As 5G networks roll out, the numbers of connected IoT devices will massively expand leading to increasing networks’ vulnerability to large scale, multi-vector cyber-attacks. IoT devices and their connections to networks and clouds, are still a weak link in security. It’s hard to get complete visibility of devices, and they have complex security requirements.
As Security Insiders notes, “With high-speed data transfers, hackers will have the ability to infect data packets and conduct corporate espionage unnoticed. That is until companies shift their focus to keep a close eye out for such malicious breach attempts. Much higher levels of security and monitoring will be required once 5G becomes the standard form of cloud-based data transfer and communication.”
Zero Trust Networks Emerge
According to Cybersecurity Insiders, 19 percent of organizations are implementing zero trust networks, and another 78 percent are considering doing so in the future. Zero trust architecture is a bit of a paradigm shift in the cybersecurity world. While most tools and strategies focus on keeping external threat actors outside the company’s perimeter, zero trust approaches user rules and parameters to verify every device or individual that attempts to connect to its network.
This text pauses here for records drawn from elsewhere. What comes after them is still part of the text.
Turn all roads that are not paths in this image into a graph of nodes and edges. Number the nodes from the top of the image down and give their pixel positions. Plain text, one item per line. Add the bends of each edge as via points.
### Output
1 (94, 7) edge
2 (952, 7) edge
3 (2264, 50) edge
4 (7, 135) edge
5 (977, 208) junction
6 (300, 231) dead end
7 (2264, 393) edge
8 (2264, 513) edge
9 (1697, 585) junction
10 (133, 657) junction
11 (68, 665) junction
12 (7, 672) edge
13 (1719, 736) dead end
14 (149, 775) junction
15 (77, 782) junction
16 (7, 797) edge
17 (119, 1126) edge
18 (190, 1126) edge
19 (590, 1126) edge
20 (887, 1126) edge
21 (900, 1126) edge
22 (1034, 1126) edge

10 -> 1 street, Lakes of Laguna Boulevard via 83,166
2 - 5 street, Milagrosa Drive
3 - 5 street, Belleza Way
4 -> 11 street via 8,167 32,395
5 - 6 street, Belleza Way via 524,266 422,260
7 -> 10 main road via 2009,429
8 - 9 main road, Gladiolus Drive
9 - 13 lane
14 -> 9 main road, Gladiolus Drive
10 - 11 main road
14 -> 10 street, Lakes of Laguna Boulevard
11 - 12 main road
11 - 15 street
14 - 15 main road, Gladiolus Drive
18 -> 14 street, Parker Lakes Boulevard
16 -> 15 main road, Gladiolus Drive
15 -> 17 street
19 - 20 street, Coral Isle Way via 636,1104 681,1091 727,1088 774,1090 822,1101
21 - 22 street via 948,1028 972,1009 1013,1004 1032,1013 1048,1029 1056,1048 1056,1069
Guided by the phrase “never trust, always verify,” these solutions are designed with ultimate protection in mind and may include solutions such as segmented networks for different uses, preventing lateral moves within systems with re-verification, and more. Every aspect of your organization’s “trust surface” is protected with micro-perimeters that use continuous verification and other methods to ensure only authorized access occurs. It’s a different approach, moving from the idea of trying to verify trust to simply eliminating trust from the equation and requiring ongoing verification for access to networks, applications, data, and appliances.
Dropping Budgets Require Careful Technology Choices
Forrester predicts that IT spending will drop in 2021, and at a time when IT organizations are under pressure to deliver employee and customer experiences safely, every dollar counts. Our prediction is that this will encourage CIOs, CISOs, and technology leads to make platform-level choices that can help increase the security performance of their entire organization. This may include moving toward the adoption of managed services, as well as implementing technologies and tools that can offer automated security support at the platform, network, and end-user levels. Converged solutions that offer “more bang for the buck” while taking a strong posture on risk mitigation are likely going to be in demand.